INSTRUCTIONS TO FOLLOW: Each line below containing the word "space" needs to be shown.

TASK INPUTS:

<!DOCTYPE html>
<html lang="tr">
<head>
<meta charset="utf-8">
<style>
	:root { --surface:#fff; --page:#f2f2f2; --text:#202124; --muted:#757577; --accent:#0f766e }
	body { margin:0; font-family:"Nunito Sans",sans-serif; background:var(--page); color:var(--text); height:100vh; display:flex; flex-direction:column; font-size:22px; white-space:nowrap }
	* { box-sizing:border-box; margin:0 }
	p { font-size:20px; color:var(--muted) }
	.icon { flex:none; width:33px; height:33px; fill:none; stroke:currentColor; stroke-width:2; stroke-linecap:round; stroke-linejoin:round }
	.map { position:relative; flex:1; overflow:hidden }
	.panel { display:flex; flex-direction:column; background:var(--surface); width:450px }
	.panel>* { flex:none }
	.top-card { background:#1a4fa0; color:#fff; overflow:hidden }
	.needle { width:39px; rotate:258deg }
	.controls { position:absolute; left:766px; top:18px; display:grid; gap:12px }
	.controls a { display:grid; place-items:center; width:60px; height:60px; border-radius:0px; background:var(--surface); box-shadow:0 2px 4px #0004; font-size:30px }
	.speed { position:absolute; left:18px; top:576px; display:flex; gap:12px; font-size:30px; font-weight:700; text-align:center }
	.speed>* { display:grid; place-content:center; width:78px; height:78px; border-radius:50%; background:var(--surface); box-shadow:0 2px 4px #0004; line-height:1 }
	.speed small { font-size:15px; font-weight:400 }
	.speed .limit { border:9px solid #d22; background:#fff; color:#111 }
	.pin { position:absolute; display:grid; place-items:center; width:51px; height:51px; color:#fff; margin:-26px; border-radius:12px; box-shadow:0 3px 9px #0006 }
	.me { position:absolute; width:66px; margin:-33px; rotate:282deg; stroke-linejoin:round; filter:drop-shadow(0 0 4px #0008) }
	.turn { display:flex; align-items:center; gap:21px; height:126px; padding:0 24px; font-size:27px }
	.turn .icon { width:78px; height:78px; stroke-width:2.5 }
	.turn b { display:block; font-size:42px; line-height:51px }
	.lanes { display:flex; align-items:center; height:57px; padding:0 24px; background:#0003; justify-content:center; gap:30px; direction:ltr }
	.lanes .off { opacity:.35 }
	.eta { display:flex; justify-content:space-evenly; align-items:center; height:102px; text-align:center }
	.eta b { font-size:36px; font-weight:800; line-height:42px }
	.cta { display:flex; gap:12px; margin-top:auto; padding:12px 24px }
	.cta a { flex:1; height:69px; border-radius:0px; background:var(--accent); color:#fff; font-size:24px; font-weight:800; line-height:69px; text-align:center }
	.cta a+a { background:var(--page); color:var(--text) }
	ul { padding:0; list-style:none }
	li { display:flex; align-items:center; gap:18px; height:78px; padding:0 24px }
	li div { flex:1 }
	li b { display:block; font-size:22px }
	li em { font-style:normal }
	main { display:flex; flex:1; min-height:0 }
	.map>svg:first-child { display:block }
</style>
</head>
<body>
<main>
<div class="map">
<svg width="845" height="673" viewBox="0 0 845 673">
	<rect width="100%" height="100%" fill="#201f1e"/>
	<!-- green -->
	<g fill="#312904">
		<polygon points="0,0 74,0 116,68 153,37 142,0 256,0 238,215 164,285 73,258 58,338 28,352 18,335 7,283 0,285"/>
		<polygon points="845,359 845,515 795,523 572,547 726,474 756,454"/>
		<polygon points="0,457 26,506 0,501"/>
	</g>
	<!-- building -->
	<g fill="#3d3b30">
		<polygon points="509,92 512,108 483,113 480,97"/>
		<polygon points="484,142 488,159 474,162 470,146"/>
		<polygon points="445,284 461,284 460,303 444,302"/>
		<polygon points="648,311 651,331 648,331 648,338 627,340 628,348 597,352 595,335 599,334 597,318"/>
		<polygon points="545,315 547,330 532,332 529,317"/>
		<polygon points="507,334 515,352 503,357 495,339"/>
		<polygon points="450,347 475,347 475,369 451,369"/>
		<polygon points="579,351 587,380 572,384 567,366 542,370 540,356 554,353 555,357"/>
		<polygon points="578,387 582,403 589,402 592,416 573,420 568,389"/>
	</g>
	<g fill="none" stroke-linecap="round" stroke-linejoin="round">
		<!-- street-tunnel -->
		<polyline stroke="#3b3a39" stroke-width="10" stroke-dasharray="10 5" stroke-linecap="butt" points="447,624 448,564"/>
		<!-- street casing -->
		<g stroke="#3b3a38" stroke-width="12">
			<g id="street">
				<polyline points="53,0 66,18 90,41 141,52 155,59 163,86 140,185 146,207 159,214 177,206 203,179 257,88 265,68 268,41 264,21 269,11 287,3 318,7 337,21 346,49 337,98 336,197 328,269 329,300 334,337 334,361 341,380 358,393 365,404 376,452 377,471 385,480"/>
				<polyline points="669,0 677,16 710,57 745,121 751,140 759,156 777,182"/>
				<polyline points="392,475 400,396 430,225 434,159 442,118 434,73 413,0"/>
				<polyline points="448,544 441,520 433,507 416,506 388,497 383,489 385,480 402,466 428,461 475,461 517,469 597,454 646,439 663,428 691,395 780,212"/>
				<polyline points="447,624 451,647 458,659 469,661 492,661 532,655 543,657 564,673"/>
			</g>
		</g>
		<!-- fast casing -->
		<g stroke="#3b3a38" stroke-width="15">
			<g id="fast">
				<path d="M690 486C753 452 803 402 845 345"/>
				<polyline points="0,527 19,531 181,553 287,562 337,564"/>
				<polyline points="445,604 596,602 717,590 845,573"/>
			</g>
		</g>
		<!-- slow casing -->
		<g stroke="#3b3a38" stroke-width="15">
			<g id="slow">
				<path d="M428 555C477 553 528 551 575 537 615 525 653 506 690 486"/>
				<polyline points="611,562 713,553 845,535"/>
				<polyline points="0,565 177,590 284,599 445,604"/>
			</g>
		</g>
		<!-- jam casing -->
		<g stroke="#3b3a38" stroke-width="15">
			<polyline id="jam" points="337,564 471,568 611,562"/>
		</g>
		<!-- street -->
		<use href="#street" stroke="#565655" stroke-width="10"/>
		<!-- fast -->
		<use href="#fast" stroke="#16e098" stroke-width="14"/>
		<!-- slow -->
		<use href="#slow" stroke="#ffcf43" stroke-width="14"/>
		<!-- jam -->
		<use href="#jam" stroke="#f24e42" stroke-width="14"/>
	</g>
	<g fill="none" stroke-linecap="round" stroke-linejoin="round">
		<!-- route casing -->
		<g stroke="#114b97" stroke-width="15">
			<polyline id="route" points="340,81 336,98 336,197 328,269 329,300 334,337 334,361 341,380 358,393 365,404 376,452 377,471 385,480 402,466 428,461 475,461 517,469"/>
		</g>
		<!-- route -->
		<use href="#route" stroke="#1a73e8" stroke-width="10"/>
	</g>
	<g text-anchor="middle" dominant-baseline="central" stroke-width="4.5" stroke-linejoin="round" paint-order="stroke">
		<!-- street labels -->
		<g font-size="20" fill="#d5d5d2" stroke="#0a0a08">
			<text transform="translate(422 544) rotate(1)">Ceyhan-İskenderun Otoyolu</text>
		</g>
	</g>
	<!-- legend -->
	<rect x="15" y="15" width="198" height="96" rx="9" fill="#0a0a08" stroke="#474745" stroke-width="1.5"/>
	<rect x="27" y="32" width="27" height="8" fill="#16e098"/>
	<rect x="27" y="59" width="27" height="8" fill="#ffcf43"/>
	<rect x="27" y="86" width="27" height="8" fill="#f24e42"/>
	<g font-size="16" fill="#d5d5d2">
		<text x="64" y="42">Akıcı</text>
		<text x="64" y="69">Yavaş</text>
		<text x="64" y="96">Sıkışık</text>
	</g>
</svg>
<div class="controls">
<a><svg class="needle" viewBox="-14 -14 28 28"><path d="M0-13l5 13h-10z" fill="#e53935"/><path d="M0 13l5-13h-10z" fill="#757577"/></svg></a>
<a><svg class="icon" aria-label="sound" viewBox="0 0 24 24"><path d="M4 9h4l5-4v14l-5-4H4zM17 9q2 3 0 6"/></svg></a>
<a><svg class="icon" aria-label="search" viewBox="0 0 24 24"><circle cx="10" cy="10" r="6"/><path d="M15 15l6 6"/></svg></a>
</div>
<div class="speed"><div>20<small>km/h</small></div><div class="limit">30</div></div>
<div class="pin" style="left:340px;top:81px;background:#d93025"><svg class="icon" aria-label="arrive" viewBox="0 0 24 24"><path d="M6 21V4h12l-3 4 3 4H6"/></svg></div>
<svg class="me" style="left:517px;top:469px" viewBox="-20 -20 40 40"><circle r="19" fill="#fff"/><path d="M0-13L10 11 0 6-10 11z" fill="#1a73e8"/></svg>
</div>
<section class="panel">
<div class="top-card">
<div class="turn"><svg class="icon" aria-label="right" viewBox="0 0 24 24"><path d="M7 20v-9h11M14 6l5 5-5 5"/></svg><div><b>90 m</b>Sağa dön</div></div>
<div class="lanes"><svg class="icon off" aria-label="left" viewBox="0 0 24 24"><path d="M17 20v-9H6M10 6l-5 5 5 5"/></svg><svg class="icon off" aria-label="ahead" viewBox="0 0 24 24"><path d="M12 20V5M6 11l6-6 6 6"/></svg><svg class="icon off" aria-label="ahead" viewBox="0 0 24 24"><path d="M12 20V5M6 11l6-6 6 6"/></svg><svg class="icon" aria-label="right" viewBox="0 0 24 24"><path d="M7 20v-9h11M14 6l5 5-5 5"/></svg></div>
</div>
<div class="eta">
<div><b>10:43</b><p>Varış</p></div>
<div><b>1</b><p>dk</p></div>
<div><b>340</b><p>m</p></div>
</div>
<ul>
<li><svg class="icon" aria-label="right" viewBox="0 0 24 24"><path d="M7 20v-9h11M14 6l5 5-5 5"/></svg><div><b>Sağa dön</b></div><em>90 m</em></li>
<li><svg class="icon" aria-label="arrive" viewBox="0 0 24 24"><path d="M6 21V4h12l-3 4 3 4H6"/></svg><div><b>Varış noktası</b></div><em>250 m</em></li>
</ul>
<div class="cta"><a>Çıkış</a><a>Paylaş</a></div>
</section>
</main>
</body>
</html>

FINAL ANSWER:
	body { margin:0; font-family:"Nunito Sans",sans-serif; background:var(--page); color:var(--text); height:100vh; display:flex; flex-direction:column; font-size:22px; white-space:nowrap }
	.eta { display:flex; justify-content:space-evenly; align-items:center; height:102px; text-align:center }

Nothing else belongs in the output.